In this workshop, we will explore the troubles with publics and counterpublics through three distinct but related themes: discourses, disciplines, and theories/methods. We offer these themes to suggest specific, concrete grounding and to open up an expansive terrain in which participants can find or locate their current or aspirational projects. Studying public and counterpublic discourses, workshop participants may examine advocacy, movements, debates, etc. that resist hegemonic publics and institutions as well as those that sustain dynamics of power and privilege. Attending to scholarly disciplines, participants may engage disciplinary conversations that carry import for challenging and revising publics, such as the dynamics of an ideology of whiteness and associated questions of inclusion and leadership; citational politics; and microaggressions. With regard to theories and methods, participants may consider the capacities of current critical tools to illuminate emancipatory and oppressive publics and counterpublics, as well as explore revisions and new formulations of critical investigation.

Participants should submit a portion of a current project related to the workshop themes. Written submissions should be no longer than ten pages; we also invite works-in-progress in artistic and aesthetic formats (e.g., write-ups of fieldnotes, video interventions, etc.). To explore the intersecting threads of discourses, disciplines, and theories/methods, we will engage in several modalities. These include discussing the three themes of the workshop in a large-group format, workshopping participants’ works-in-progress in small-group formats, and discussing a set of common readings in both small- and large-group formats.

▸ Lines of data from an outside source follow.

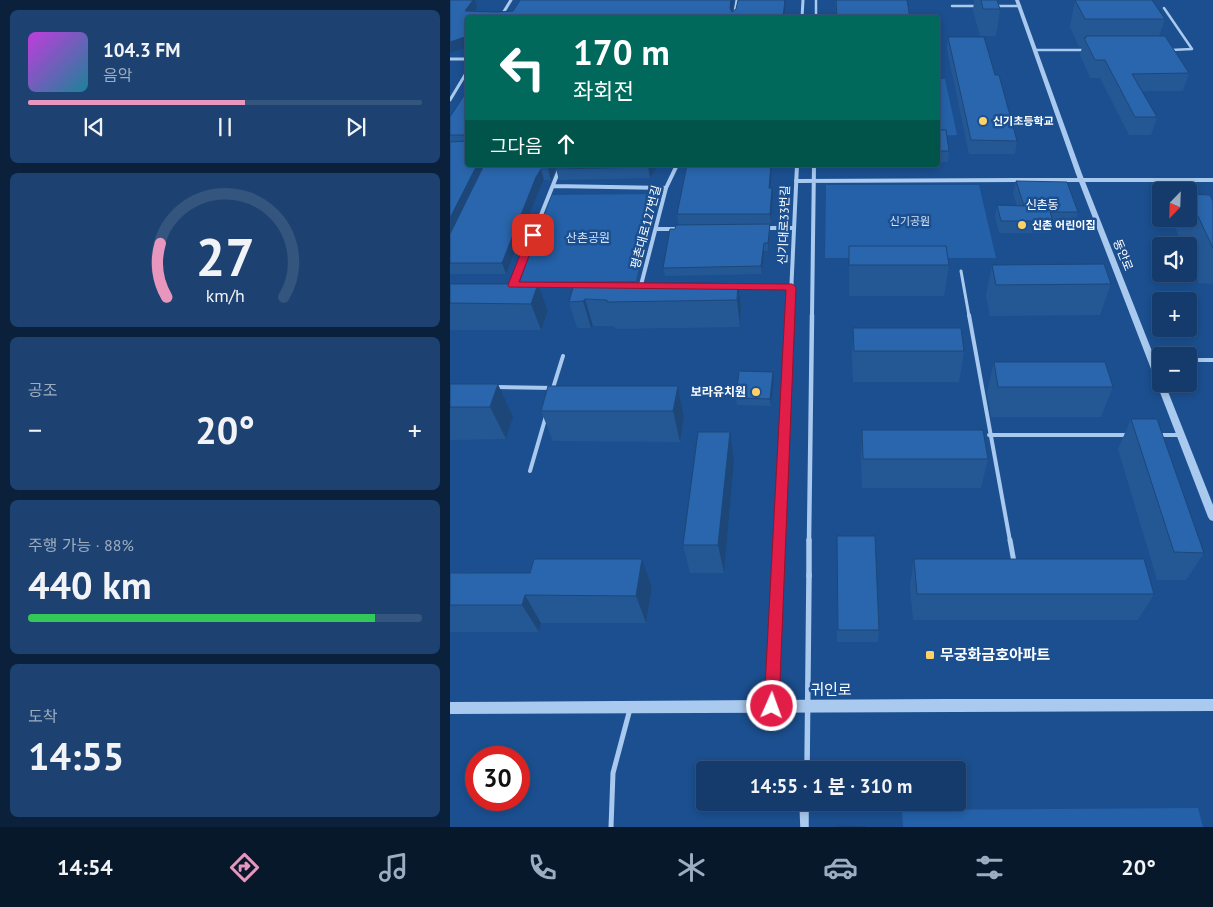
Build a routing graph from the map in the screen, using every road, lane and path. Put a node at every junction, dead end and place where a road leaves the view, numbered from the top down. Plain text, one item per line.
1 (511, 0) edge
2 (737, 0) edge
3 (803, 0) edge
4 (816, 0) edge
5 (1019, 3) edge
6 (952, 6) dead end
7 (982, 6) edge
8 (992, 6) edge
9 (1164, 8) dead end
10 (502, 15) edge
11 (734, 15) edge
12 (802, 15) edge
13 (816, 15) edge
14 (1036, 50) junction
15 (1090, 50) edge
16 (1169, 50) edge
17 (450, 59) edge
18 (465, 59) edge
19 (465, 75) edge
20 (450, 100) edge
21 (560, 167) edge
22 (676, 167) edge
23 (796, 167) edge
24 (814, 167) edge
25 (1061, 179) dead end
26 (1014, 180) junction
27 (1109, 180) dead end
28 (1179, 180) junction
29 (1213, 180) edge
30 (796, 181) junction
31 (814, 181) junction
32 (553, 186) junction
33 (666, 188) junction
34 (754, 228) edge
35 (794, 228) junction
36 (656, 229) junction
37 (685, 229) edge
38 (961, 271) dead end
39 (504, 285) edge
40 (512, 285) junction
41 (582, 285) edge
42 (631, 285) edge
43 (641, 285) junction
44 (650, 285) edge
45 (726, 286) edge
46 (792, 287) junction
47 (563, 356) dead end
48 (1152, 357) edge
49 (1197, 360) edge
50 (1213, 360) edge
51 (488, 387) edge
52 (553, 388) junction
53 (1165, 392) edge
54 (551, 397) edge
55 (548, 407) edge
56 (989, 435) junction
57 (1129, 435) edge
58 (1150, 435) edge
59 (1180, 435) junction
60 (530, 471) dead end
61 (1213, 517) edge
62 (1014, 562) edge
63 (809, 575) junction
64 (808, 656) dead end
65 (1213, 705) edge
66 (772, 706) junction
67 (631, 707) junction
68 (450, 708) edge
69 (807, 761) edge
70 (803, 811) edge
71 (805, 811) edge
72 (610, 827) edge
73 (804, 827) edge

1 - 10 street
2 - 11 street
3 - 12 street
4 - 13 street
5 - 8 lane
5 - 14 street, 동안로
6 - 7 lane
9 - 16 lane
14 - 15 lane
14 - 48 street, 동안로
17 - 18 street
19 - 20 street
21 - 32 street
22 - 33 street, 평촌대로127번길
23 - 30 street, 신기대로33번길
24 - 31 street
25 - 26 street
26 - 28 street, bridge
26 - 31 street
27 - 28 street
28 - 29 street
30 - 31 street
30 - 35 street, 신기대로33번길
31 - 63 street
32 - 33 street
32 - 40 street
33 - 36 street, 평촌대로127번길
34 - 35 street
35 - 46 street, 신기대로33번길
36 - 37 street
36 - 43 street, 평촌대로127번길
38 - 56 lane
39 - 40 street
40 - 41 street
42 - 43 street, 평촌대로127번길
43 - 44 street
45 - 46 street
46 - 66 street, 신기대로33번길
47 - 52 lane
49 - 50 lane
51 - 52 lane
52 - 54 lane
53 - 59 street, 동안로
55 - 60 lane
56 - 57 lane
56 - 62 lane
58 - 59 lane
59 - 61 street, 동안로
63 - 64 street
63 - 69 street, bridge
65 - 66 street, 귀인로
66 - 67 street, 귀인로
67 - 68 street, 귀인로
67 - 72 lane
70 - 73 street
71 - 73 street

Robert Asen Robert Asen conducts research and teaches in the areas of public sphere studies, public policy, and rhetoric and critical theory. Asen focuses on the ways that political, economic, and cultural inequalities interact with relations of power to shape public discourse. He considers how powerful individuals and groups use discourse to maintain their privilege and how marginalized people seek to overcome exclusions to represent their needs, interests, and identities in the public sphere. Asen explores the democratic possibilities of rhetorical practice, as ordinary folks may connect with others to build diverse communities and support individuals, as well as the ways that rhetorical practices may divide and scapegoat people, and sustain oppression. Asen is the author of, most recently, Democracy, Deliberation, and Education. With Daniel C. Brouwer, Asen has co-edited Counterpublics and the State and Public Modalities: Rhetoric, Culture, Media, and the Shape of Public Life.

 

Daniel C. BrouwerDaniel C. Brouwer is an Associate Professor in the Hugh Downs School of Human Communication at Arizona State University. His research and teaching foci include social movements, publics and counterpublics, cultural performance, genders and sexualities, and HIV and AIDS. Broadly, he examines how social and political inequalities shape communication practices, how power is exerted or resisted through different types of communication, and how different means of public rhetoric might create better conditions for democratic life. Brouwer is particularly interested in how individuals and groups who are structurally disadvantaged or alienated from public life create alternative forums and strategies for communication. Co-editor (with Robert Asen) of the book projects Counterpublics and the State (2001) and Public Modalities: Rhetoric, Culture, Media, and the Shape of Public Life (2010), his work has also appeared in Quarterly Journal of Speech, Rhetoric and Public Affairs, Women’s Studies in Communication, and Critical Studies in Media Communication.